**TASK BRIEF**
After locating the line that contains "thumb tip: (24, 361)" in the records below, write out exactly that line and each line after it through the one that contains "index dip: (306, 371)", and nothing else.

**SUPPLIED MATERIAL**
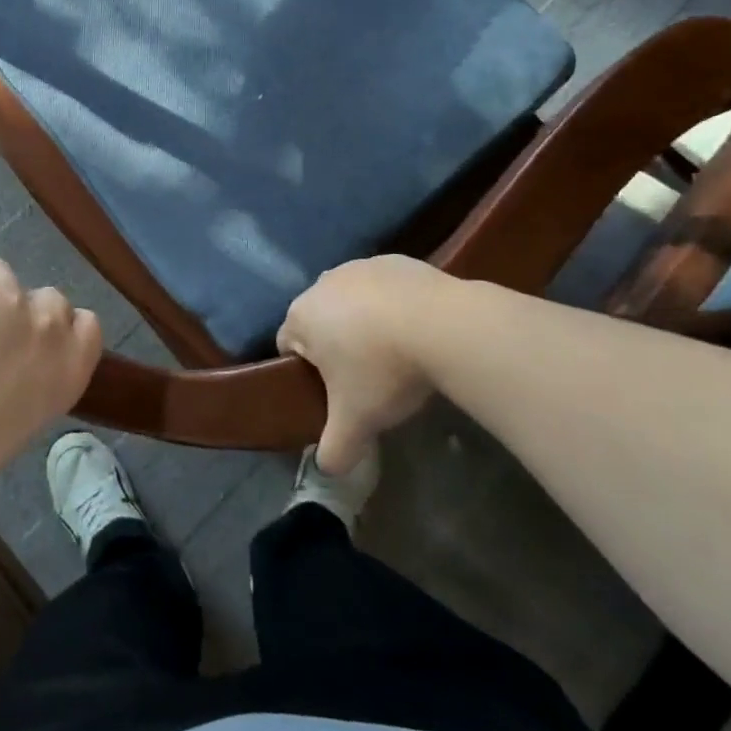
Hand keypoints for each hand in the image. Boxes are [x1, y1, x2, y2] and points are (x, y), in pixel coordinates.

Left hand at [0, 253, 102, 502]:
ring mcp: (9, 296)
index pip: (87, 324)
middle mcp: (49, 325)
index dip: (60, 329)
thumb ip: (39, 380)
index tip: (33, 344)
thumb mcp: (23, 422)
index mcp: (69, 367)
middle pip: (47, 297)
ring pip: (4, 276)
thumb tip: (24, 361)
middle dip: (22, 312)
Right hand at [278, 256, 441, 472]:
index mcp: (301, 316)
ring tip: (398, 353)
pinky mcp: (396, 261)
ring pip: (352, 300)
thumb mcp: (356, 422)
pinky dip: (395, 304)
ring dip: (366, 322)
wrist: (443, 326)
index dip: (306, 371)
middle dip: (337, 345)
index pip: (287, 345)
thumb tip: (326, 470)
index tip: (333, 392)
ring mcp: (360, 266)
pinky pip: (385, 287)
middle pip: (320, 319)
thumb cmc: (383, 370)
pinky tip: (419, 329)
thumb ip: (334, 449)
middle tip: (366, 378)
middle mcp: (322, 283)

**TASK RESPONSE**
thumb tip: (24, 361)
middle dip: (22, 312)
Right hand at [278, 256, 441, 472]:
index mcp: (301, 316)
ring tip: (398, 353)
pinky mcp: (396, 261)
ring pip: (352, 300)
thumb mcp: (356, 422)
pinky dip: (395, 304)
ring dip: (366, 322)
wrist: (443, 326)
index dip: (306, 371)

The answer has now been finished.